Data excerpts
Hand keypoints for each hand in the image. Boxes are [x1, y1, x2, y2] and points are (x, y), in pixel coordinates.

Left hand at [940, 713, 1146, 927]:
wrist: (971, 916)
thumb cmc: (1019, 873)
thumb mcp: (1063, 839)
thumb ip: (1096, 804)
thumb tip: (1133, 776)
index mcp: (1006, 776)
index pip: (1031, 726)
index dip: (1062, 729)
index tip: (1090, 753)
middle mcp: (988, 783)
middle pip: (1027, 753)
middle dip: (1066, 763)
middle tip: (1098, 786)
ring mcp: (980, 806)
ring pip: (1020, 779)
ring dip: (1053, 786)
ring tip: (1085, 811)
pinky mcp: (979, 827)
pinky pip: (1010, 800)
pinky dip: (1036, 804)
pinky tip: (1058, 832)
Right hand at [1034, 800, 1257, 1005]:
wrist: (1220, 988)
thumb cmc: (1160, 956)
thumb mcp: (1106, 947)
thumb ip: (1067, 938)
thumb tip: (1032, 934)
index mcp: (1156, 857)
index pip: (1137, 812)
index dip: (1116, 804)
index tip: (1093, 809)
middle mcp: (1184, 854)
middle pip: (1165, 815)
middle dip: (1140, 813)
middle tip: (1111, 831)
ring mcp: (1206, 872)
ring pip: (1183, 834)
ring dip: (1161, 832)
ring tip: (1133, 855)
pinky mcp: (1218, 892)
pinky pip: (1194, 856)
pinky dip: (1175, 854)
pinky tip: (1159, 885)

==

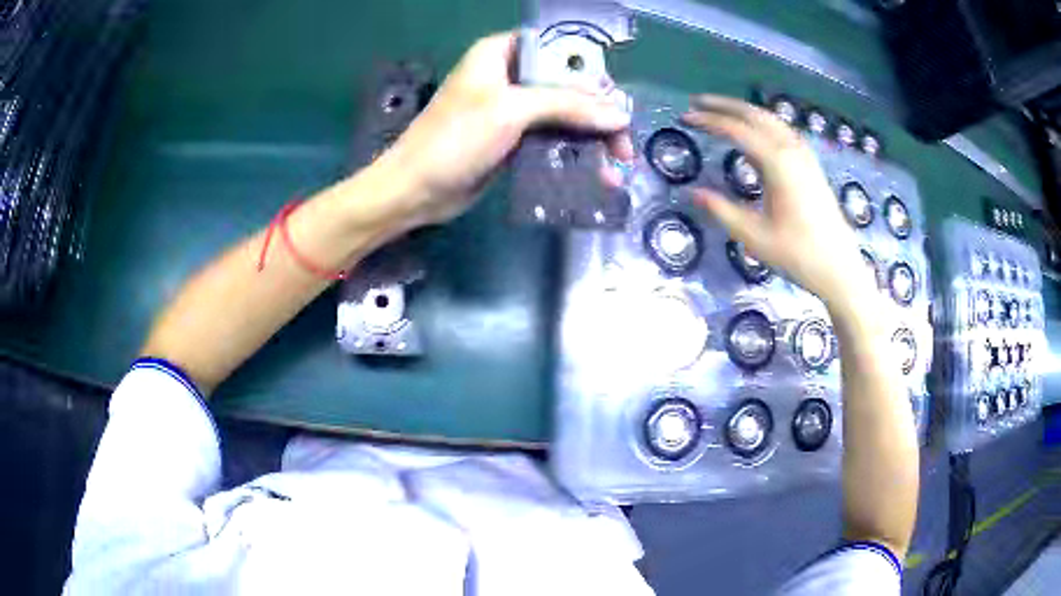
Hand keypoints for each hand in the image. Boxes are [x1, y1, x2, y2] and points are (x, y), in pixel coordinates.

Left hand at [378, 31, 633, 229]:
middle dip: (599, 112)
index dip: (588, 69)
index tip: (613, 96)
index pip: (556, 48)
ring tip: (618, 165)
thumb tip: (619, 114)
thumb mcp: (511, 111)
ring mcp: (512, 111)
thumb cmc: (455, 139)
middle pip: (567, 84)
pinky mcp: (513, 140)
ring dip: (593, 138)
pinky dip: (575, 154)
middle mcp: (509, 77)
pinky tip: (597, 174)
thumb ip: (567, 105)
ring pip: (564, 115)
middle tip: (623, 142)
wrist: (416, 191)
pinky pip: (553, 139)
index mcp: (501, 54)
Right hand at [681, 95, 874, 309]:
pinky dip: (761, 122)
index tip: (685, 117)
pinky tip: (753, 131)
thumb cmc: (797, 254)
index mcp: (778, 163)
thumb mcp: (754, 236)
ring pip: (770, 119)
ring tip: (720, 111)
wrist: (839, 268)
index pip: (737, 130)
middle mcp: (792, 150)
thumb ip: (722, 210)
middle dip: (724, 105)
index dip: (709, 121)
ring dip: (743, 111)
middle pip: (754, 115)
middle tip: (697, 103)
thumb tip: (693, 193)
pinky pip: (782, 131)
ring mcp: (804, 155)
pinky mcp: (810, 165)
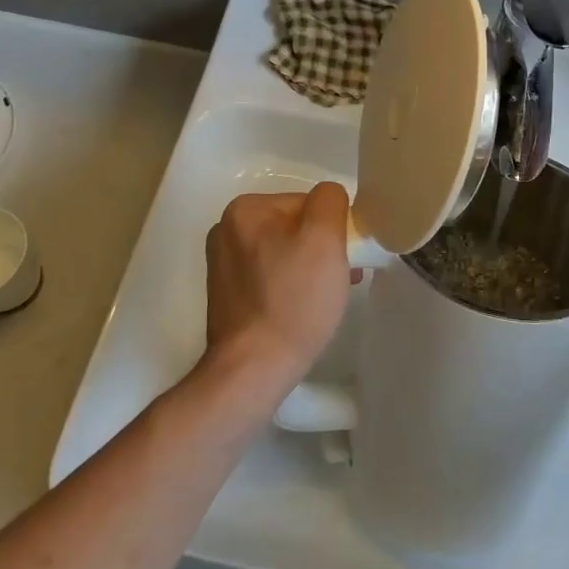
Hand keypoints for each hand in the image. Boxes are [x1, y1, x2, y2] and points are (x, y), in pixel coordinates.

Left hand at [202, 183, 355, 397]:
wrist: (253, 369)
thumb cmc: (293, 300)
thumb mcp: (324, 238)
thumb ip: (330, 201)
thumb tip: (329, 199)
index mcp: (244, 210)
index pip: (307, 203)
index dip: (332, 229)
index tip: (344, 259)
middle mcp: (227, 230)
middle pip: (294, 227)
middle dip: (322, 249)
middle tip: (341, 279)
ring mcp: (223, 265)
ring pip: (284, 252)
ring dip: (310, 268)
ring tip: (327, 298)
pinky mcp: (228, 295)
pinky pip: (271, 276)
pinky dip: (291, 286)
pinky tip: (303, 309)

EXERCISE DETAILS: Pictures aside, print exactly the lines above starting with the one containing "thumb mcp: (754, 236)" and going on through the one containing "pinky tip: (303, 309)".

OUTPUT OF THE TASK:
thumb mcp: (754, 236)
ring pip: (770, 119)
ring tip: (720, 111)
wrist: (839, 268)
index pip: (737, 130)
middle mcp: (792, 150)
thumb ip: (722, 210)
middle dip: (724, 105)
index dip: (709, 121)
ring dip: (743, 111)
middle pip: (754, 115)
middle tip: (697, 103)
thumb tip: (693, 193)
pinky pip: (782, 131)
ring mcp: (804, 155)
pinky mcp: (810, 165)
Hand keypoints for each hand in the image. Boxes are [x1, y1, x2, y2] and points are (x, y), in pixel coordinates.

Left hand at [202, 183, 355, 397]:
wrist: (253, 369)
thumb cmc: (293, 300)
thumb mcp: (324, 238)
thumb ip: (330, 201)
thumb tip: (329, 199)
index mcp: (244, 210)
index pip: (307, 203)
index dip: (332, 229)
index tip: (344, 259)
middle mcp: (227, 230)
middle pip: (294, 227)
middle dip: (322, 249)
middle tip: (341, 279)
ring mcp: (223, 265)
ring pip: (284, 252)
ring dip: (310, 268)
ring tip: (327, 298)
pinky mcp: (228, 295)
pinky pip: (271, 276)
pinky dip: (291, 286)
pinky tip: (303, 309)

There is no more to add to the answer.